This research summary has been generated with artificial intelligence and may contain errors and omissions. Refer to the original study to confirm details provided. Submit correction.

The research studied a new method for conducting sweat tests in cystic fibrosis (CF) diagnosis, using microneedle (MN) patches to deliver pilocarpine and induce sweating, instead of using the traditional iontophoresis method.

Background

  • The sweat test is a crucial diagnostic tool for identifying cystic fibrosis (CF), a life-threatening genetic disorder.
  • The conventional method involves iontophoresis, a process that uses electricity to administer the drug pilocarpine to the skin, causing it to sweat.
  • The researchers mention that this process often results in inadequate sweat samples, especially with newborn babies and young children due to the variable sweat production.
  • These issues arise from pilocarpine iontophoresis and the need to have the procedure carried out in a specialised lab with dedicated instrumentation.

The New Method

  • The study proposes using microneedle (MN) patches to administer pilocarpine as an alternative to iontophoresis.
  • Microneedle patches were developed and loaded with pilocarpine.
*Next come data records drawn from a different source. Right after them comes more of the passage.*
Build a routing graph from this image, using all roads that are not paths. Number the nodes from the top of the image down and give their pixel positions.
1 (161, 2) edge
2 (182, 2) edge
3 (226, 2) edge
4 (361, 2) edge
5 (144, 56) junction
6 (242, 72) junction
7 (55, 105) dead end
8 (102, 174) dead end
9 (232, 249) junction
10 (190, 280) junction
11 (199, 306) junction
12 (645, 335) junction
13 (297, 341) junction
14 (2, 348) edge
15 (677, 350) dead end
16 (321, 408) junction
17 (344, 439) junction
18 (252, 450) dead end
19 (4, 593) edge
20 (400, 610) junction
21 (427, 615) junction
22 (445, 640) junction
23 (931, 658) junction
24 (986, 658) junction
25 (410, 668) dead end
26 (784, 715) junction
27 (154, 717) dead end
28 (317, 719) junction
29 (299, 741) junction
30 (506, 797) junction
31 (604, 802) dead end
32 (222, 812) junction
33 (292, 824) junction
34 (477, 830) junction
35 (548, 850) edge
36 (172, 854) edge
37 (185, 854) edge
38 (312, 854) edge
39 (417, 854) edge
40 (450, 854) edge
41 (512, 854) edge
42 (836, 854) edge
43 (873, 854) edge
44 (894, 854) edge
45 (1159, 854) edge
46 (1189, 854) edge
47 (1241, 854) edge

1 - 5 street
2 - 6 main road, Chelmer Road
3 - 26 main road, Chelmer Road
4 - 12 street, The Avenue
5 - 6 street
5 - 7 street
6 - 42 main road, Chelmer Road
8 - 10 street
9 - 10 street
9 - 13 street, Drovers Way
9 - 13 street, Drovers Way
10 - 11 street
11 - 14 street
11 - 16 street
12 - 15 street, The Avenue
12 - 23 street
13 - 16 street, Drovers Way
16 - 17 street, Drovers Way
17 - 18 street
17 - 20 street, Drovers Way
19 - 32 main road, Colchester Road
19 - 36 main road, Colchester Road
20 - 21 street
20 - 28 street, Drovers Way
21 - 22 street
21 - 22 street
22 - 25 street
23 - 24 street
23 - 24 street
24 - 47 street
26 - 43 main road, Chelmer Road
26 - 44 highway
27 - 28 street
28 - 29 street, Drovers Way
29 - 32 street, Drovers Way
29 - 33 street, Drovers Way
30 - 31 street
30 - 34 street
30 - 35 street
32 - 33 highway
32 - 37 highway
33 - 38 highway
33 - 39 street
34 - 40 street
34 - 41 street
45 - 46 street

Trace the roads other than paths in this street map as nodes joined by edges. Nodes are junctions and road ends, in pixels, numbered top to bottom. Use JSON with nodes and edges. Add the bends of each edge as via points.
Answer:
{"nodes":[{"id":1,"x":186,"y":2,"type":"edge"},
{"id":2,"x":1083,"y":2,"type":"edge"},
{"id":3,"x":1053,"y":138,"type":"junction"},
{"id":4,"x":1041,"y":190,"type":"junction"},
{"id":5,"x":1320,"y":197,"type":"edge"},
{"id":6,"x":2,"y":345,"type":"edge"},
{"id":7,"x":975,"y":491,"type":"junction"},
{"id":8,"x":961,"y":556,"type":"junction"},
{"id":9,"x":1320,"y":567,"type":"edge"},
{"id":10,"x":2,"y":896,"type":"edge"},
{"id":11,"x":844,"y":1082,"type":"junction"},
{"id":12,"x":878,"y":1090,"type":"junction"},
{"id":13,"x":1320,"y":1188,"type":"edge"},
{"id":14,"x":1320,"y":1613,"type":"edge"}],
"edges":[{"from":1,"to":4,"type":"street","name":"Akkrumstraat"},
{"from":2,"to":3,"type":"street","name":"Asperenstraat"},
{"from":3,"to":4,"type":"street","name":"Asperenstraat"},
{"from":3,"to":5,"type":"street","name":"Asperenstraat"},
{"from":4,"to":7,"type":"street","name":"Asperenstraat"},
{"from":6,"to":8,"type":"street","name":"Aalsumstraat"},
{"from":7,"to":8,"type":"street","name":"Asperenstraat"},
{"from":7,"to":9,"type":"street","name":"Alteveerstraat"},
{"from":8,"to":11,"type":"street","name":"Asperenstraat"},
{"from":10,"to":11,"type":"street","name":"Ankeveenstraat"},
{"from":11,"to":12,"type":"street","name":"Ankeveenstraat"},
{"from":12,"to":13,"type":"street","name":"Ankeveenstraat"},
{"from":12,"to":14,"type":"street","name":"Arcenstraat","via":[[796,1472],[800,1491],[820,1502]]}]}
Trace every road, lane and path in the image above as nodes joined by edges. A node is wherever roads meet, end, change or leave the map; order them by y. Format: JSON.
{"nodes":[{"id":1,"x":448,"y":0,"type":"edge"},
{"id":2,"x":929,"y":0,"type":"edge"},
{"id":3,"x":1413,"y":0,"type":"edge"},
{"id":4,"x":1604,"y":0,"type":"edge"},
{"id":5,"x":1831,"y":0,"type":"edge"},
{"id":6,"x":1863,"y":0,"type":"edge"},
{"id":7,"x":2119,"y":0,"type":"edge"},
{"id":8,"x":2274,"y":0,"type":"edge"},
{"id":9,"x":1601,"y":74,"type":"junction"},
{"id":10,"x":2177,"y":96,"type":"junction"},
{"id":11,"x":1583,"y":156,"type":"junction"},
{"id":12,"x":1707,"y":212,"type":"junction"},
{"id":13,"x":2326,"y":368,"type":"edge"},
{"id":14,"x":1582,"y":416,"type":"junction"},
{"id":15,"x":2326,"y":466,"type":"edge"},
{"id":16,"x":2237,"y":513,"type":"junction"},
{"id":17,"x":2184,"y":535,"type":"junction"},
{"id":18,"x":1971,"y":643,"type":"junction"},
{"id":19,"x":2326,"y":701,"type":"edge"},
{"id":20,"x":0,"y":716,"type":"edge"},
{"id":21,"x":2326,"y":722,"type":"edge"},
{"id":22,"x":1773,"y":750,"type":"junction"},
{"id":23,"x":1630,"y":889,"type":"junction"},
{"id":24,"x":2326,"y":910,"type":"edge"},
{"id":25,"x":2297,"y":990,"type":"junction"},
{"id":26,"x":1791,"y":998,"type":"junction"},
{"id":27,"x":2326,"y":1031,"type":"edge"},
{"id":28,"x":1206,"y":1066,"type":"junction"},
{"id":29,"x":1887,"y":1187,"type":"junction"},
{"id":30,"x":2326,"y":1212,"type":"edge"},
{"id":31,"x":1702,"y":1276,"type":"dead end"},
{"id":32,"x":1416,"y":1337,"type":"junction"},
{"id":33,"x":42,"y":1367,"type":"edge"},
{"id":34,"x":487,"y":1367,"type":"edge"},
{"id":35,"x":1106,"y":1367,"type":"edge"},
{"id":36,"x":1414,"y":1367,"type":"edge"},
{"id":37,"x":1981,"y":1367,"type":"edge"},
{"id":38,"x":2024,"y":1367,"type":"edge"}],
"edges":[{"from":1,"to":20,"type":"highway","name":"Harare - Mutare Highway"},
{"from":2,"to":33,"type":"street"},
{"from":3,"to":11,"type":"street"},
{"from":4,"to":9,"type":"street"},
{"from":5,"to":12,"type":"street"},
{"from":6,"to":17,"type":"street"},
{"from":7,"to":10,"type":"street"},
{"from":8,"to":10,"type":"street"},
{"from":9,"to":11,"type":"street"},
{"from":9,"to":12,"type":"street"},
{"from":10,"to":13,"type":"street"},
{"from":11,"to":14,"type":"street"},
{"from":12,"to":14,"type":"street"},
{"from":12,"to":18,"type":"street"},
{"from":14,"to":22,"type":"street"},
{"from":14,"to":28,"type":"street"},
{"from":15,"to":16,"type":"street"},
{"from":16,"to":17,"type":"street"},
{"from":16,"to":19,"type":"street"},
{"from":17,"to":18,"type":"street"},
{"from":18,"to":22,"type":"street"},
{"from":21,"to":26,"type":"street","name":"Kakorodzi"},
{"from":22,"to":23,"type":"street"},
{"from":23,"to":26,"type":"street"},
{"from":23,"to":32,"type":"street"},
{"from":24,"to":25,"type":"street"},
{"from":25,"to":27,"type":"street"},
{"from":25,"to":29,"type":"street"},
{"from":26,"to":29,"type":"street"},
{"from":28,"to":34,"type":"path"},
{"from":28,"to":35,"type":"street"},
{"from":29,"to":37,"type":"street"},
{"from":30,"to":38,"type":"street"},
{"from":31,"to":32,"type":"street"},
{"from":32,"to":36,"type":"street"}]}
Each patch has 100 MNs. Each MN is 600 μm long and is made from water-soluble materials which encapsulate the pilocarpine nitrate.
  • In contrast to iontophoresis, the MN patches deliver more than double the dose of pilocarpine, when manually pressed onto the skin.

Testing and Comparison

  • The researchers tested this new method on horses, and collected the resultant sweat to compare the sweat volume and chloride concentration between iontophoresis and MN patches.
  • Compared to iontophoresis using a commercial device, the MN patches generated an equal volume of sweat when normalized to the drug dose. It also produced more sweat when normalized to skin area.
  • The study also found that both iontophoresis and MN patches generated sweat with comparable chloride concentration, indicating that MN patches could also effectively diagnose CF based on sweat chloride concentration.

Conclusions

  • The use of microneedle patches presents a simpler alternative to iontophoresis in administering pilocarpine for CF sweat testing.
  • The research implies that it might lead to more accessible and easier sweat testing, especially in children where the traditional method often faces difficulties.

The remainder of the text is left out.